[The data]:
------------------------------

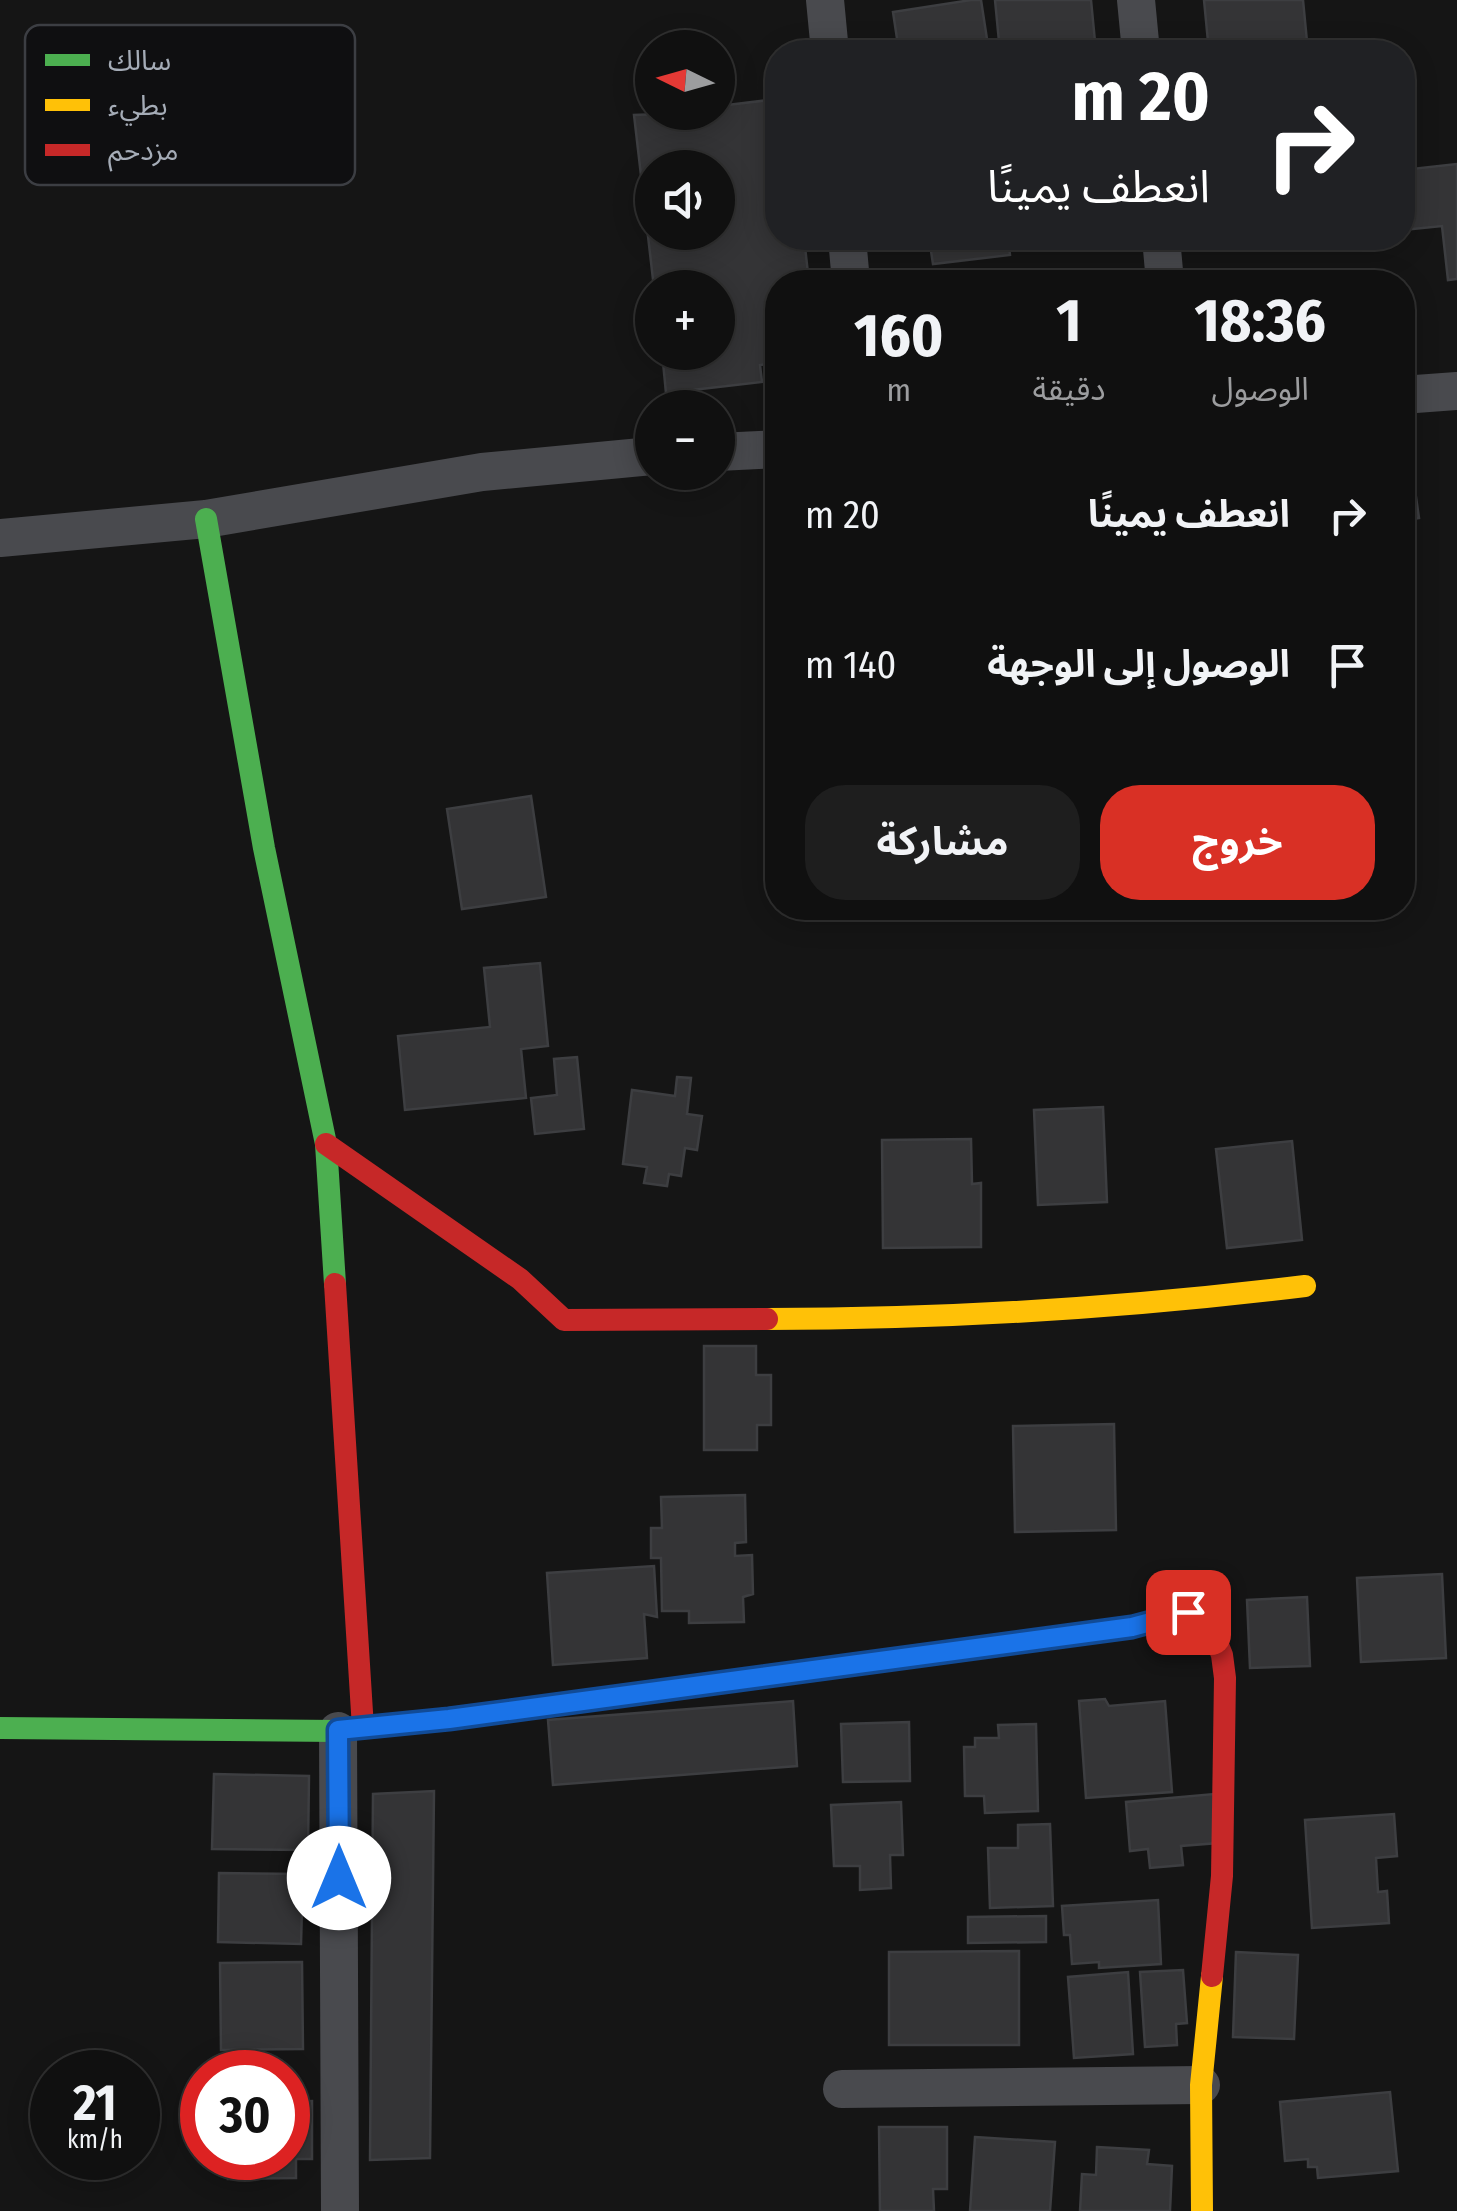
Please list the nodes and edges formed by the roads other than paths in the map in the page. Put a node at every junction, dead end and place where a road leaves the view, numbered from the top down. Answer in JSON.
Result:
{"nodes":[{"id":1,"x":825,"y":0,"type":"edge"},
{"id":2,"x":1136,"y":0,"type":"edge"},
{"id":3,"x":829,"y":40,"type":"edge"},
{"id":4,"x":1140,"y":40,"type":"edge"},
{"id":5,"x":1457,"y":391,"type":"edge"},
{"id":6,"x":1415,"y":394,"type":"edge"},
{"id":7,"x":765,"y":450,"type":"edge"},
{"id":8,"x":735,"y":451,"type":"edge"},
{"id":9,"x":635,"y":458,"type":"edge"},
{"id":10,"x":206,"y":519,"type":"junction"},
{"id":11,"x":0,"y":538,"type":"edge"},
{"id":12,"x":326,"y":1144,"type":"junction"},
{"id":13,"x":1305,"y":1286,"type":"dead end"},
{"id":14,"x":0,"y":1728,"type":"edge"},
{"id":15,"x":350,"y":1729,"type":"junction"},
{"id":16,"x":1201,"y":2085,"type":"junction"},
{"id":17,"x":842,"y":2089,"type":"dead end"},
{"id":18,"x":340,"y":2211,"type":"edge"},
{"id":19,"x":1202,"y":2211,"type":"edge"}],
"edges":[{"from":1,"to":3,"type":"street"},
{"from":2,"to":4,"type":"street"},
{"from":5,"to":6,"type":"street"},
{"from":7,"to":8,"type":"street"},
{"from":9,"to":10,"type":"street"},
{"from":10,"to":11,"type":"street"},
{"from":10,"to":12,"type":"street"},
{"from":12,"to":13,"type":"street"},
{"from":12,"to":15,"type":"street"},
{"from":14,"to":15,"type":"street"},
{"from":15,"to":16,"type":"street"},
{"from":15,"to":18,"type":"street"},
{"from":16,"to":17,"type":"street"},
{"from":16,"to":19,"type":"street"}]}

------------------------------

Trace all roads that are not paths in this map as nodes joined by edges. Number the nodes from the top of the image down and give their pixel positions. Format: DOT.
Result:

------------------------------

[Task brief]: The word is "paths". Copy every line above where it appears.

[Solution for this exercise]:
Please list the nodes and edges formed by the roads other than paths in the map in the page. Put a node at every junction, dead end and place where a road leaves the view, numbered from the top down. Answer in JSON.
Trace all roads that are not paths in this map as nodes joined by edges. Number the nodes from the top of the image down and give their pixel positions. Format: DOT.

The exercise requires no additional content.